The Ministry of Health on Wednesday, received the first batch of ultra-modern digital radiology X-Ray equipment from the Delft Imaging Systems, a Dutch company, for the swift screening of suspected Tuberculosis (TB) cases across the country.
The Delft technology, which is a highly effective means to improve patient diagnoses and referral of TB cases and to build local capacity, is low-cost, user-friendly, highly safe; and has integrated solutions for image capture, image storage, and could also be used for educational purposes.
Mr Maurits Verhagen, the Project Manager of Universal Delft, at the presentation ceremony, said the delivery, formed part of a 21 million Euro joint project with a 35 per cent Dutch grant and 65 per cent funding from the Government of Ghana respectively, to accelerate TB case detection across the country.
He said under the two-year project agreement his organisation being the implementers, was expected to make three deliveries in the form of the installation of a total of 52 of the ultra-modern digital X-Ray equipment, render a seven-year maintenance service thereafter, and build the capacities of more than 540 team managers, radiologists, radiographers, doctors, physician assistants and other clinicians across to effectively manage these facilities.
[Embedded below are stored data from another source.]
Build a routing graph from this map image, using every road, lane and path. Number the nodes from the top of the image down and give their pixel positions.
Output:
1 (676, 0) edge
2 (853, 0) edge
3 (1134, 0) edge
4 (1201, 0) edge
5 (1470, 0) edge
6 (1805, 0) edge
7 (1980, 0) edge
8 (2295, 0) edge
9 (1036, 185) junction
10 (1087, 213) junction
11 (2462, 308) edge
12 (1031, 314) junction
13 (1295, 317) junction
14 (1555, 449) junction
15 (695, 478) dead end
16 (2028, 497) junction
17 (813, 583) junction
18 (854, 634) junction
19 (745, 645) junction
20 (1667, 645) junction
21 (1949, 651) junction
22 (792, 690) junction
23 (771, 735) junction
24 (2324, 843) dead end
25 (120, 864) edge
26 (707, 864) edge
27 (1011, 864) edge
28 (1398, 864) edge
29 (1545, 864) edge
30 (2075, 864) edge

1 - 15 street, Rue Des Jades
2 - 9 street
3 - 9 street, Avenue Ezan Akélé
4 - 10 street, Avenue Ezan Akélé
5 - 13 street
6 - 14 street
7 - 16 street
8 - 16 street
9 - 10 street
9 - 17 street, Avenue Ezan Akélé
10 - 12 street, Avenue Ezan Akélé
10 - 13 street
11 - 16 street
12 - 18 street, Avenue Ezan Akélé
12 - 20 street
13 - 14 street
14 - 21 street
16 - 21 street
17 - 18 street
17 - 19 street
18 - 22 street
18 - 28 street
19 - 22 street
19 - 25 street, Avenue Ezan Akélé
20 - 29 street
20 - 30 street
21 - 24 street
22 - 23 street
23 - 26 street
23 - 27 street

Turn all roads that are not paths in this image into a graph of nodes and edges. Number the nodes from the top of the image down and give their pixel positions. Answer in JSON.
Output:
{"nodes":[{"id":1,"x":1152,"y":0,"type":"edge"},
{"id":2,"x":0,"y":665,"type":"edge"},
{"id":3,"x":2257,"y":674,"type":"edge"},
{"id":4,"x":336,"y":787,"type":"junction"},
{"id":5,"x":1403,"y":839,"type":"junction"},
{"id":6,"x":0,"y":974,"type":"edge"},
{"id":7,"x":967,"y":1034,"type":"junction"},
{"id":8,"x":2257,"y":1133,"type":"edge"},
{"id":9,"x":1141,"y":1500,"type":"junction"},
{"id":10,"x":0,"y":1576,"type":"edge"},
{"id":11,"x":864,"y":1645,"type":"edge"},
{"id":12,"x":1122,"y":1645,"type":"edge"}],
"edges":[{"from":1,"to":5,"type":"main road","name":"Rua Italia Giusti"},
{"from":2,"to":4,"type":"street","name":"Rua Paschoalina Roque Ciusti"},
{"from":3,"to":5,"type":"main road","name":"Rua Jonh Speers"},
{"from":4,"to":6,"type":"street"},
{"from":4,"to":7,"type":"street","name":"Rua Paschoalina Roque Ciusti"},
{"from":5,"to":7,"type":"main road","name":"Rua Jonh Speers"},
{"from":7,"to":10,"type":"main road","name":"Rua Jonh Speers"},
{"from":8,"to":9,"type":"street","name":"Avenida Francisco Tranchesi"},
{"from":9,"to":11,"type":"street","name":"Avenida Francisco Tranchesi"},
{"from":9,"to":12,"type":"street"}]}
He said of the 52 equipment facilities to be provided, the company had so far installed 22, in various locations across the country, explaining that 30 of them were expected to be in Delft mobile One-Stop TB Clinic containers, 18 housed in rooms of health facilities, as well as four portable ones, of which two would be in vans and the remaining two on board pick-ups, to perform the same functions.
Dr Frank Bonsu, the President of the Ghana Society for the Prevention of TB, and Head of the National TB Programme, said TB was highly contagious, which made early detection and treatment very key to reducing the disease burden in the country.
However, one of the main reasons why TB-incidences had not decreased significantly was the lack of simple, effective and inexpensive ways to find new cases at an early stage, leading to a huge number of missing cases and deaths, he said.
He explained that in countries with a high TB burden, the sputum smear microscopy and GeneXpert tests were widely used for diagnoses, but given the relatively low sensitivity and high cost involved in both respectively, the digital chest X-ray had been recommended by the WHO for systematic screening to improve access and find the missing cases.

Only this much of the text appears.